### TASK INSTRUCTIONS
Whenever the word "main" appears in a line of the data below, copy that line.

### SOURCE RECORDS

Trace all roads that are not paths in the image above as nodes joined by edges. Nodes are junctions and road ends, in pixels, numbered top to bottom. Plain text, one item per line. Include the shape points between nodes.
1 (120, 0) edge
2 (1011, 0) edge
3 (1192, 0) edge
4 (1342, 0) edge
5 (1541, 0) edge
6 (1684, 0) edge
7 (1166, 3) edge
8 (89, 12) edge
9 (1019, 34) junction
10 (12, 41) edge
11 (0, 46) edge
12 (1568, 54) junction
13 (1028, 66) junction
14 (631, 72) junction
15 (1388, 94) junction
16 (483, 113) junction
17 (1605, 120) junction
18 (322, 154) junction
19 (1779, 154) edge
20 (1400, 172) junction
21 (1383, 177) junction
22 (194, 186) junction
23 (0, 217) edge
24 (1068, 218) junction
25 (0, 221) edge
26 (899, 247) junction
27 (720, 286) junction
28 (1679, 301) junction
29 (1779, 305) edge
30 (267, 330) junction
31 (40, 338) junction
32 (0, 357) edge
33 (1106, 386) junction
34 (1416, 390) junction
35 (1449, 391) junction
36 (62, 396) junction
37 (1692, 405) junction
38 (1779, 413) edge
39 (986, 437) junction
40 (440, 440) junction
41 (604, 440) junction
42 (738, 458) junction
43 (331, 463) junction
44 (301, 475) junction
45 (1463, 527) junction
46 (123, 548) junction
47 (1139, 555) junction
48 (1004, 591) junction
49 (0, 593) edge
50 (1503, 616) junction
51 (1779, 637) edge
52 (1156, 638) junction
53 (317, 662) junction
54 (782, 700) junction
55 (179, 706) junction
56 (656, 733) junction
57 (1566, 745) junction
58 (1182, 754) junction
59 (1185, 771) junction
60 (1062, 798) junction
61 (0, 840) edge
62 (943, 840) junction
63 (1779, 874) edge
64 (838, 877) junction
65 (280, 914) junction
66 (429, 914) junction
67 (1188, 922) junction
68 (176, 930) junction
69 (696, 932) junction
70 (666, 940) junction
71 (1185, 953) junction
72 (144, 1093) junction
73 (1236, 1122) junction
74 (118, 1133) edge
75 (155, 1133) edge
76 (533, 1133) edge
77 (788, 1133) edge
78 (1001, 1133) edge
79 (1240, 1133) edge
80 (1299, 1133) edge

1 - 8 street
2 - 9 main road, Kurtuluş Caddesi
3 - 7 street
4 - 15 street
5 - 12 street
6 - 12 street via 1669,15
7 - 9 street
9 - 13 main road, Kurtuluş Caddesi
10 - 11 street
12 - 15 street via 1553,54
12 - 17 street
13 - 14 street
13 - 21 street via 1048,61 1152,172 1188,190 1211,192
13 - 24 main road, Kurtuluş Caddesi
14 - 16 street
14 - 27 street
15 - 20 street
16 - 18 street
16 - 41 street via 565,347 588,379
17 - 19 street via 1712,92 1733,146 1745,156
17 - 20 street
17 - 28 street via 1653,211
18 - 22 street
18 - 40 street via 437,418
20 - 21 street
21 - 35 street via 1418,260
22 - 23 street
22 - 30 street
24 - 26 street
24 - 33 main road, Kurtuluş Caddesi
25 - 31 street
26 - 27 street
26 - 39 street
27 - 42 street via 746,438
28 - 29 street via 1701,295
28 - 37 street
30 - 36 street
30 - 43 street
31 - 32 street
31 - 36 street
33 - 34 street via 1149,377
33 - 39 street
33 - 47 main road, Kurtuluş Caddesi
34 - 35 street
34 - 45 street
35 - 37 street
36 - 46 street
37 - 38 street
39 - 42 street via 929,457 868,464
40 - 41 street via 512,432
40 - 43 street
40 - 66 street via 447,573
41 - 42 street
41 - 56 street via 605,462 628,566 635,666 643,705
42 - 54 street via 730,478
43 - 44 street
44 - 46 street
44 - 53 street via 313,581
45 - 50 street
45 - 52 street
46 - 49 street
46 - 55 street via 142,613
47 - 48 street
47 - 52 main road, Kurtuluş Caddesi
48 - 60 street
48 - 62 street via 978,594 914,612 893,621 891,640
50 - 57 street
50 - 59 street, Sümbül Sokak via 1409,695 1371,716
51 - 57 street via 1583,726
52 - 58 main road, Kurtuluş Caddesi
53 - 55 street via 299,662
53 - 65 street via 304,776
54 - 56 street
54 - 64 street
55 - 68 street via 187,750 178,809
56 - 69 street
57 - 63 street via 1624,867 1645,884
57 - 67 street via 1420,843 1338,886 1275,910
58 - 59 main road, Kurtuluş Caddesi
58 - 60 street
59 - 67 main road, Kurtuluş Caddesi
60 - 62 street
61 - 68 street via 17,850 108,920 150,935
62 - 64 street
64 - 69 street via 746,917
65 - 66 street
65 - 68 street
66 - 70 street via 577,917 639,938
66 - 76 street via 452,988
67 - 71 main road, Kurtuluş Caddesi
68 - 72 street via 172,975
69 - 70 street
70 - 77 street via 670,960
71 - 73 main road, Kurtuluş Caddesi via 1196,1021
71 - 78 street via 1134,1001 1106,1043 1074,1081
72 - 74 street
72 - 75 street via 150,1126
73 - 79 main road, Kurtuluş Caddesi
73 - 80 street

### FINAL ANSWER
2 - 9 main road, Kurtuluş Caddesi
9 - 13 main road, Kurtuluş Caddesi
13 - 24 main road, Kurtuluş Caddesi
24 - 33 main road, Kurtuluş Caddesi
33 - 47 main road, Kurtuluş Caddesi
47 - 52 main road, Kurtuluş Caddesi
52 - 58 main road, Kurtuluş Caddesi
58 - 59 main road, Kurtuluş Caddesi
59 - 67 main road, Kurtuluş Caddesi
67 - 71 main road, Kurtuluş Caddesi
71 - 73 main road, Kurtuluş Caddesi via 1196,1021
73 - 79 main road, Kurtuluş Caddesi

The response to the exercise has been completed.